As we reach the end of the year, 20 Days in Mariupol finds itself in a different geopolitical context. The uprising against Vladimir Putin by Yevgeny Prigozhin’s Wagner Group – precisely the kind of internal insurgency that the west was praying for – has failed and Prigozhin was killed in a mysterious plane crash. So the poetic justice of imminent defeat that may have coloured the reception of this film is gone. And then of course there are the horrendous events of 7 October, in which Hamas launched a pogrom against Israeli civilians that led to Israel’s brutal and continuing counter-strike. This too has been welcomed by Putin as a further drain on the west’s attention and resources.
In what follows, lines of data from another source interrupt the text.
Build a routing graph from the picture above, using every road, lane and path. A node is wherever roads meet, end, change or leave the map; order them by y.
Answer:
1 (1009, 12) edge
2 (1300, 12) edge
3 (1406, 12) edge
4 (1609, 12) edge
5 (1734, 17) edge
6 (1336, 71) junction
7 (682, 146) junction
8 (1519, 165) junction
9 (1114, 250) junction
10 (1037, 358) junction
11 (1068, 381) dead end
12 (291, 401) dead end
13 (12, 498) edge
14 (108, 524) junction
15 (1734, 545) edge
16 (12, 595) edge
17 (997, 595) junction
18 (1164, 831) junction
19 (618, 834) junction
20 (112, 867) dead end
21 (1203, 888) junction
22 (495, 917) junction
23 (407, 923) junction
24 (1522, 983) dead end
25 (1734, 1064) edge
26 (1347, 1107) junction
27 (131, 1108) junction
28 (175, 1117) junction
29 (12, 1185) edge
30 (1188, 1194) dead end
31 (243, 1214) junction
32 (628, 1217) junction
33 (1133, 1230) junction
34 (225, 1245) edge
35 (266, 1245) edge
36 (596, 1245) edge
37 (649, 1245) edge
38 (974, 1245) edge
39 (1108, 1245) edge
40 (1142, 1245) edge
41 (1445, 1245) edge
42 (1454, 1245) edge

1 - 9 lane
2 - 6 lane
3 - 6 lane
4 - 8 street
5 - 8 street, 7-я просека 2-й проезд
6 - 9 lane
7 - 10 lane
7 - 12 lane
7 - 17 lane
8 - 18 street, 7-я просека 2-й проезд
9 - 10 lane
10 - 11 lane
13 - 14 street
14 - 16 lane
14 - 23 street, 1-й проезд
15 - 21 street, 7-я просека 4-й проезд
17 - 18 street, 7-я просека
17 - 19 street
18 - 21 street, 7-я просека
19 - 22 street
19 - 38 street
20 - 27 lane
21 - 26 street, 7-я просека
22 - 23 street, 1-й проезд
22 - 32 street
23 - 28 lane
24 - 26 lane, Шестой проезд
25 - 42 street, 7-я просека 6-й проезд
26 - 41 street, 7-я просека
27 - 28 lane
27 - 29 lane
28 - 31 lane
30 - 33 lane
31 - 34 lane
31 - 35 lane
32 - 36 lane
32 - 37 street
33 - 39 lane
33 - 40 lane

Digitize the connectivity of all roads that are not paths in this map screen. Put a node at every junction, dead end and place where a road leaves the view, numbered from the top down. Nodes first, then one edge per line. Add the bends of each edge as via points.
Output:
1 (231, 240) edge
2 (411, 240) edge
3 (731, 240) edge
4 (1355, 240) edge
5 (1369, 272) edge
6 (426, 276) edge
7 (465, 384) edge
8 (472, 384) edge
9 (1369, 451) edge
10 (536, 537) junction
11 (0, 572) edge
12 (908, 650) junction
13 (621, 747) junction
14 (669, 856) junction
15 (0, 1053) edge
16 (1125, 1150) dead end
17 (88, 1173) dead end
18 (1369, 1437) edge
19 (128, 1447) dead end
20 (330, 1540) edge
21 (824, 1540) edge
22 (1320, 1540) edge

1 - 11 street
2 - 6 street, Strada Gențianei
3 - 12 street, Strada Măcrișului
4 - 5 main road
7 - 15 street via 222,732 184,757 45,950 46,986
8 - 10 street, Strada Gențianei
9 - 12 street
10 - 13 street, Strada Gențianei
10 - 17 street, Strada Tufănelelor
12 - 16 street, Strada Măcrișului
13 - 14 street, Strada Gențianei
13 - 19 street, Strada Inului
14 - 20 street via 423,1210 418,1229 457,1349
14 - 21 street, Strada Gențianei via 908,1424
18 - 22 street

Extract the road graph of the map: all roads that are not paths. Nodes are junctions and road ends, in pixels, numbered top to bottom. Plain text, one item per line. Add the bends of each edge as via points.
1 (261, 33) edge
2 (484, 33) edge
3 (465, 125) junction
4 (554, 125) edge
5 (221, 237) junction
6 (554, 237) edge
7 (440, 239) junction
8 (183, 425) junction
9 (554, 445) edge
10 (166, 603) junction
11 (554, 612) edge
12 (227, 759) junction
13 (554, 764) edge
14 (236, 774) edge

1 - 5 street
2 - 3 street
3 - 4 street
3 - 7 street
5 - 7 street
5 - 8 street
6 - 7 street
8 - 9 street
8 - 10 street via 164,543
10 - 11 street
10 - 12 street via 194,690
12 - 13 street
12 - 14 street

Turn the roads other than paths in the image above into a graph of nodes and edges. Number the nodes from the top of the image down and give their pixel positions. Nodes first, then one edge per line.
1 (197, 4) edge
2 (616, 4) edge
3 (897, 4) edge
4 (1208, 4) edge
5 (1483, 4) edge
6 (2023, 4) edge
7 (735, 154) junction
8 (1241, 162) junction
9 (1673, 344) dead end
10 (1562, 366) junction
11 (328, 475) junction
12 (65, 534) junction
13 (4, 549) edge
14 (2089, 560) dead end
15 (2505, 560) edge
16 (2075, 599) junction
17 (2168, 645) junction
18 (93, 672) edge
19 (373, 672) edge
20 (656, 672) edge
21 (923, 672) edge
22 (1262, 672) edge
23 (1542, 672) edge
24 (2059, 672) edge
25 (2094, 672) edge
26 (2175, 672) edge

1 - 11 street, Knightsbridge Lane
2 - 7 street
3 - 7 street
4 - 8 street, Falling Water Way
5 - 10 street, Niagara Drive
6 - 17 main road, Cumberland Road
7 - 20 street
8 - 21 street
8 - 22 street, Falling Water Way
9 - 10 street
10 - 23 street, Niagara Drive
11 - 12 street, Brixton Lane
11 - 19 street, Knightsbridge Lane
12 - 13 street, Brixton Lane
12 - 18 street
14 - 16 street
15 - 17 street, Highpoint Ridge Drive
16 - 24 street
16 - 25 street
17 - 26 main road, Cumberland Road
There is obvious substance in the complaint that the west sympathises with Ukrainians but not Palestinians. But even that symmetry is smudged, or perhaps replaced with the queasy symmetry of my-enemy’s-enemy: Hamas has sided with America’s foe Russia in the matter of its Ukrainian invasion and before the attacks, received financial support through a Moscow-based crypto exchange.

All these matters have affected the reception of 20 Days In Mariupol as the year nears its end. But they certainly don’t diminish its power and its relevance.